■ **Problem**: Only a number is expected: how many lines in the data below contain the word "other".

(Beginning of Source data)

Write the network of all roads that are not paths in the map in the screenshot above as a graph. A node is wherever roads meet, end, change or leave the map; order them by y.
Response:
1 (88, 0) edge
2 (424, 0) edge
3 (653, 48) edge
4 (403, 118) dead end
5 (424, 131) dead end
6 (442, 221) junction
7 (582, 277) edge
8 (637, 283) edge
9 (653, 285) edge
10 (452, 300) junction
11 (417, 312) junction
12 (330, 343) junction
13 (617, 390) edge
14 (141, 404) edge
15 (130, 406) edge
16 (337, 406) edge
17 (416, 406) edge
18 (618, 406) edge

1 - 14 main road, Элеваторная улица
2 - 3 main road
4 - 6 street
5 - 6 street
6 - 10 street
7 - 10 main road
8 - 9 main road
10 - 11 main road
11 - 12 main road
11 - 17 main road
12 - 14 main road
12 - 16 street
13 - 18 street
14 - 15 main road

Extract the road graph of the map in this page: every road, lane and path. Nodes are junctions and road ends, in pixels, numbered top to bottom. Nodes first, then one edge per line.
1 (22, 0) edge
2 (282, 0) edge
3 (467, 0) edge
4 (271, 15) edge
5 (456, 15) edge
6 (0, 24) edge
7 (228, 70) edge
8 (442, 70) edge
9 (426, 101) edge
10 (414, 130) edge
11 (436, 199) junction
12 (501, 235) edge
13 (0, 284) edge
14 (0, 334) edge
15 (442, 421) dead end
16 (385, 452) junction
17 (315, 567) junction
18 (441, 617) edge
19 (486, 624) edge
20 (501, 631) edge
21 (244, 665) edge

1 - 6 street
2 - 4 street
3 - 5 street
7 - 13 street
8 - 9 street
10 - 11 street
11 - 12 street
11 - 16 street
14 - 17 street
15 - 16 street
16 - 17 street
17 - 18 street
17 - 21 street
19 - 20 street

(End of Source data)
(Beginning of Source data)

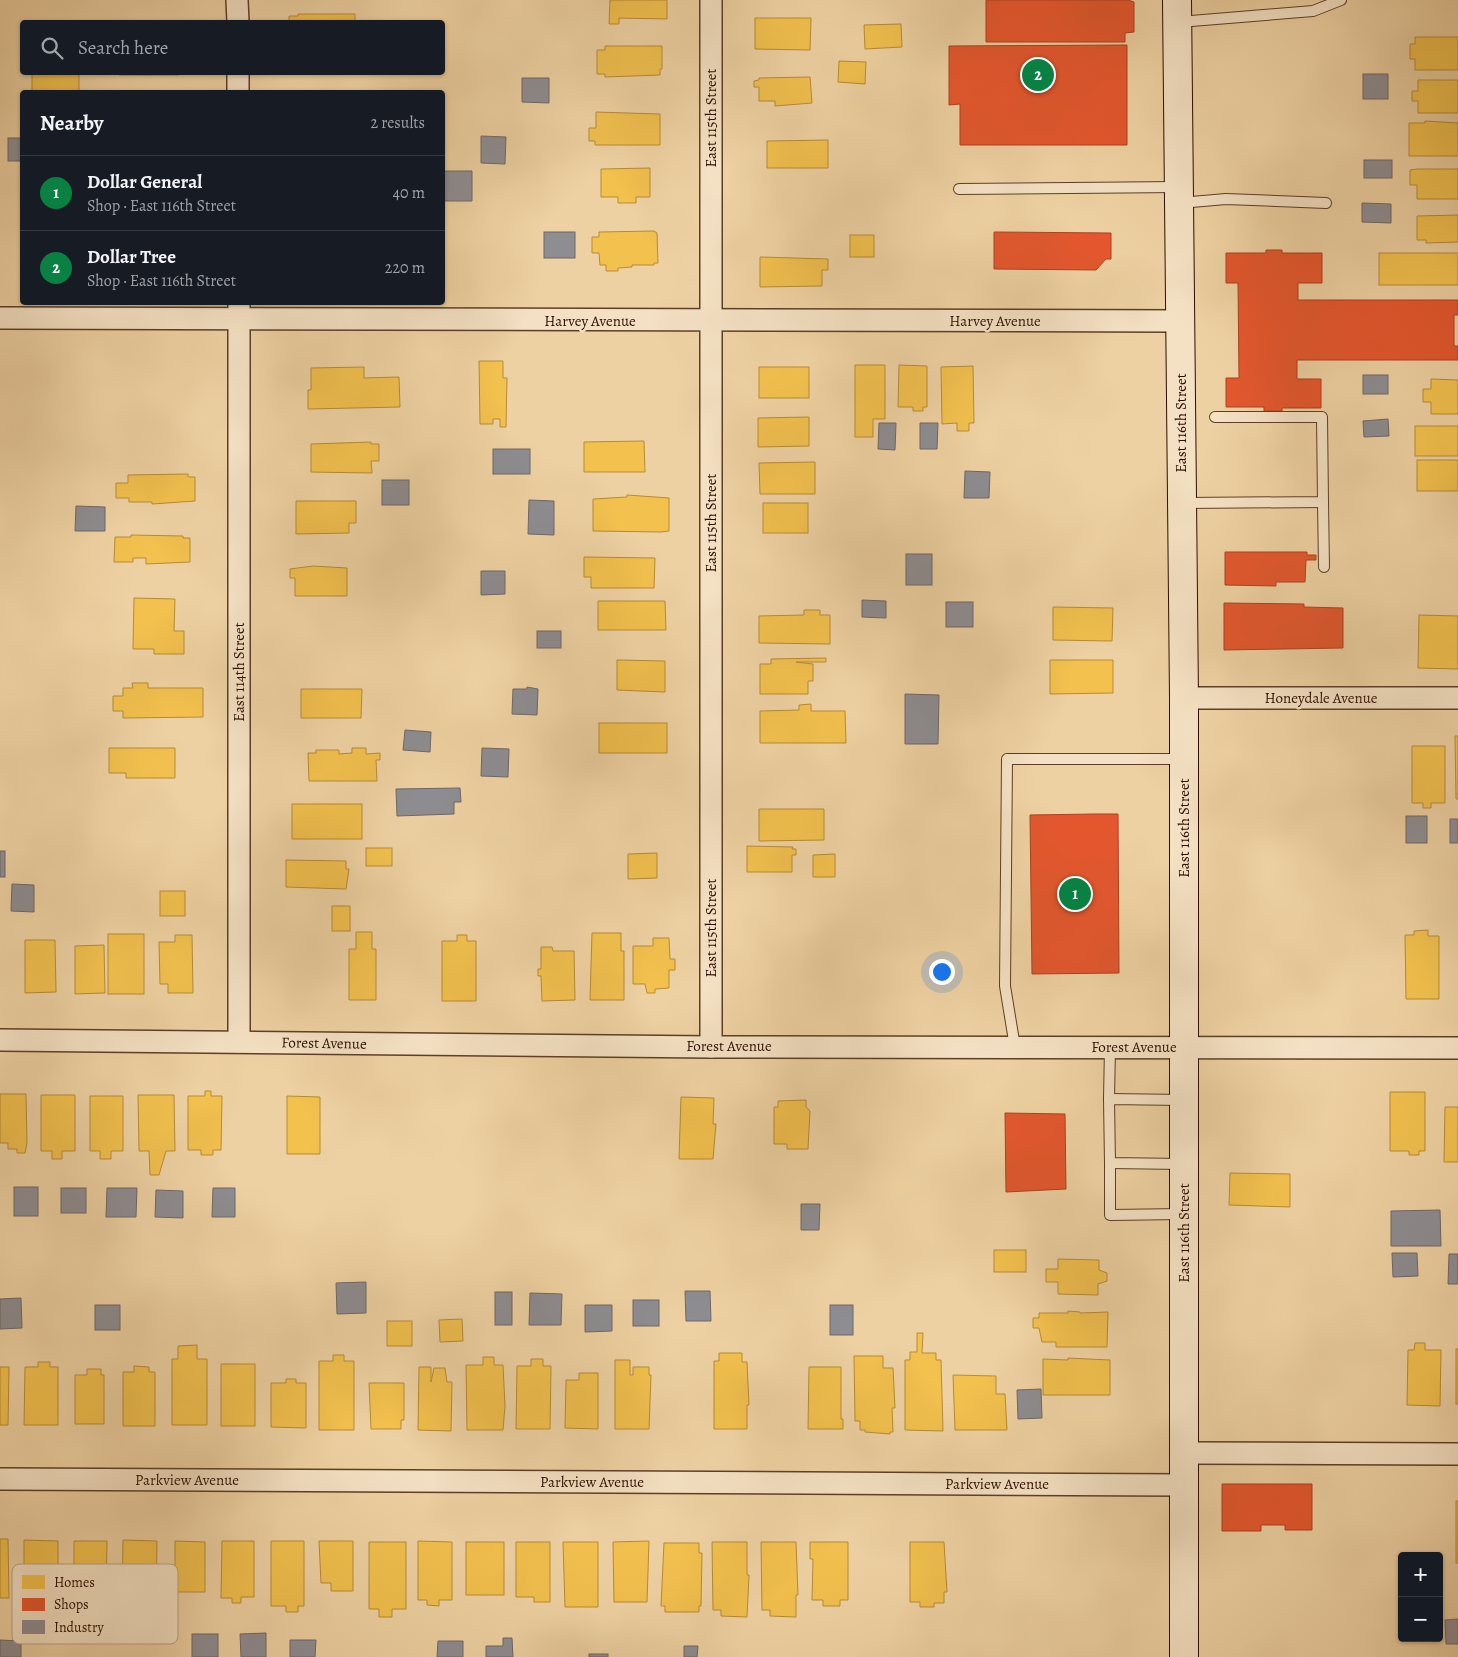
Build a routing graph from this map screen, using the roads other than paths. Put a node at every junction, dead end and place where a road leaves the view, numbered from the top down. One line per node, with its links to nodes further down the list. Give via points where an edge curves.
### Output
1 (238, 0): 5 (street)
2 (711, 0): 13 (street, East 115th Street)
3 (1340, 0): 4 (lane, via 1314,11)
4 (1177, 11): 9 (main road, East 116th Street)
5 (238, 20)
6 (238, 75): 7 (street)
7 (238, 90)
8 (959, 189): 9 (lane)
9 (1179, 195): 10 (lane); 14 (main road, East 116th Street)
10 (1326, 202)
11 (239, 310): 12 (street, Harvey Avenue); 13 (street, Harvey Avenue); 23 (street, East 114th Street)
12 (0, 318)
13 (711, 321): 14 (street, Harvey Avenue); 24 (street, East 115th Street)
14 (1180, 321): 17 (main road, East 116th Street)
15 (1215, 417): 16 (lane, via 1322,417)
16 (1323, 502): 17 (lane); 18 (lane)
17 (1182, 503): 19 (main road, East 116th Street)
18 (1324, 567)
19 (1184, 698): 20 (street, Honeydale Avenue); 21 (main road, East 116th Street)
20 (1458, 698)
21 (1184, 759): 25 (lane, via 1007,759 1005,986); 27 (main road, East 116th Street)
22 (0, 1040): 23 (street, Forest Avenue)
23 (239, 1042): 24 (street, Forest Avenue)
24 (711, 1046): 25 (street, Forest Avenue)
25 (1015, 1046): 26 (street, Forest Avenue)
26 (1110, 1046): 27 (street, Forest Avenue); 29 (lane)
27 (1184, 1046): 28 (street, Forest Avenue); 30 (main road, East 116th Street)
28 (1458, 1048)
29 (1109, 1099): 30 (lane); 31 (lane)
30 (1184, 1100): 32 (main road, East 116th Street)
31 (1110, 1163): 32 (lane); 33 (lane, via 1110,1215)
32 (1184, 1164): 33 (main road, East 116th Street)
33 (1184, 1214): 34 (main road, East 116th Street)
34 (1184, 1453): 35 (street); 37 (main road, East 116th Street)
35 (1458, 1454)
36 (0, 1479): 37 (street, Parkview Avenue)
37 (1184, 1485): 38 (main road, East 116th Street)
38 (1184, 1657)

(End of Source data)
(Beginning of Source data)

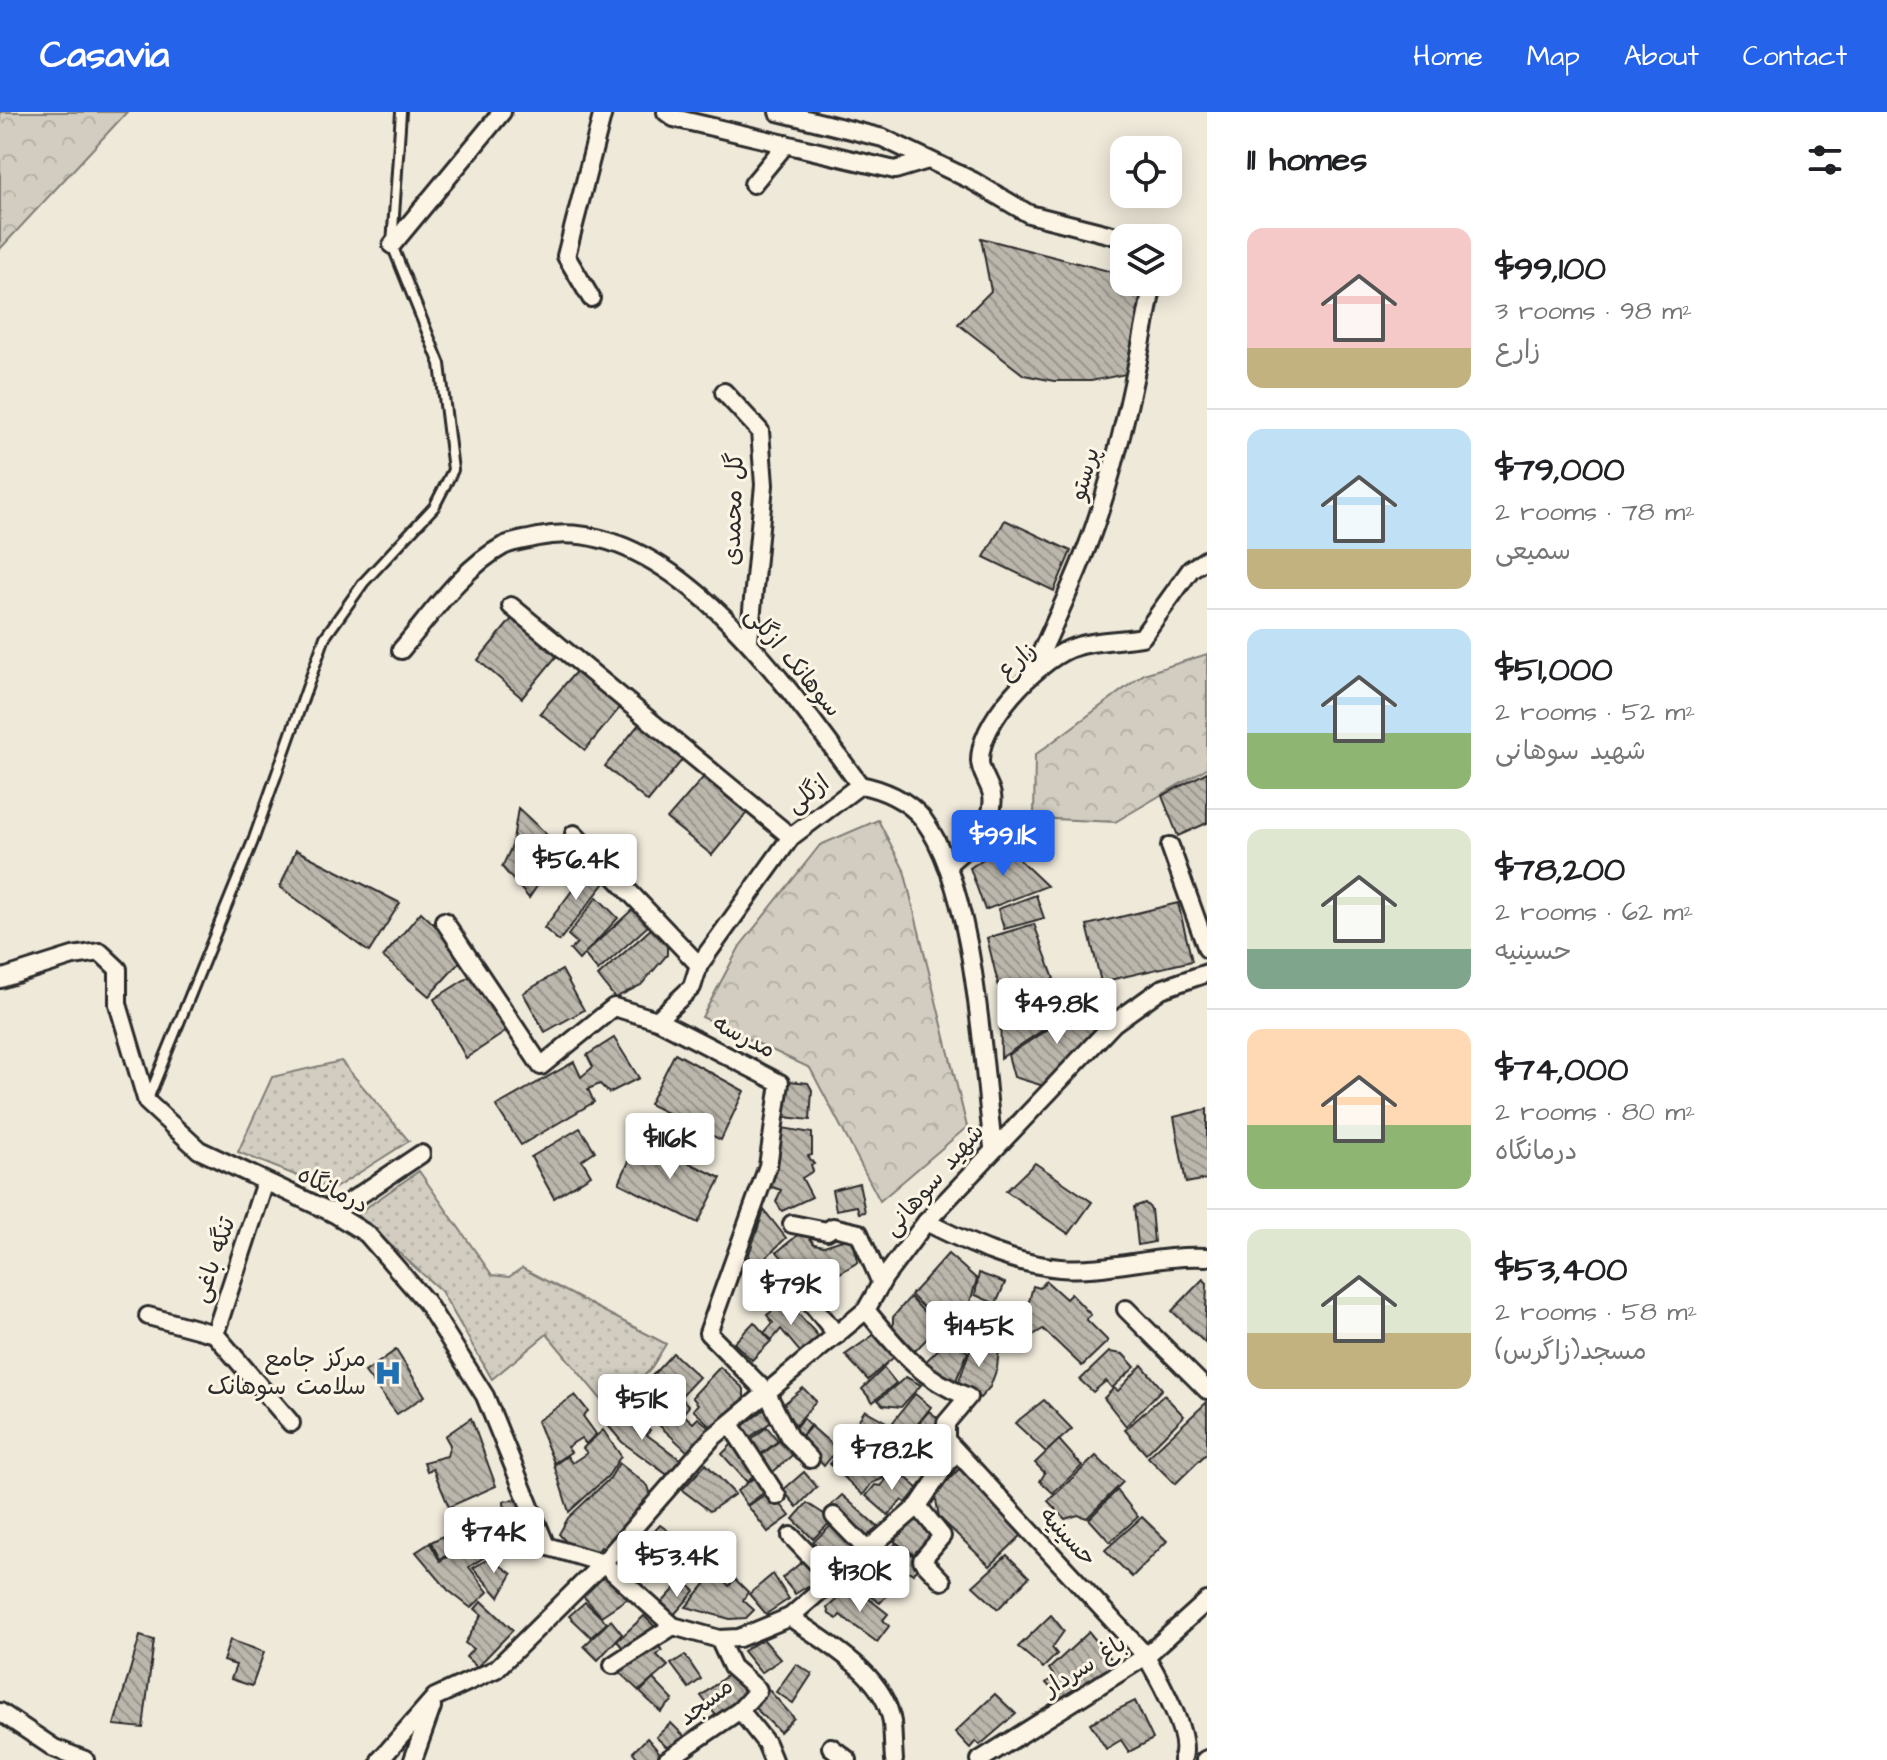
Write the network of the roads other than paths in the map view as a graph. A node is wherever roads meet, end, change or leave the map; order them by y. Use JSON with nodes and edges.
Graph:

(End of Source data)

■ **Result for this exercise**: 2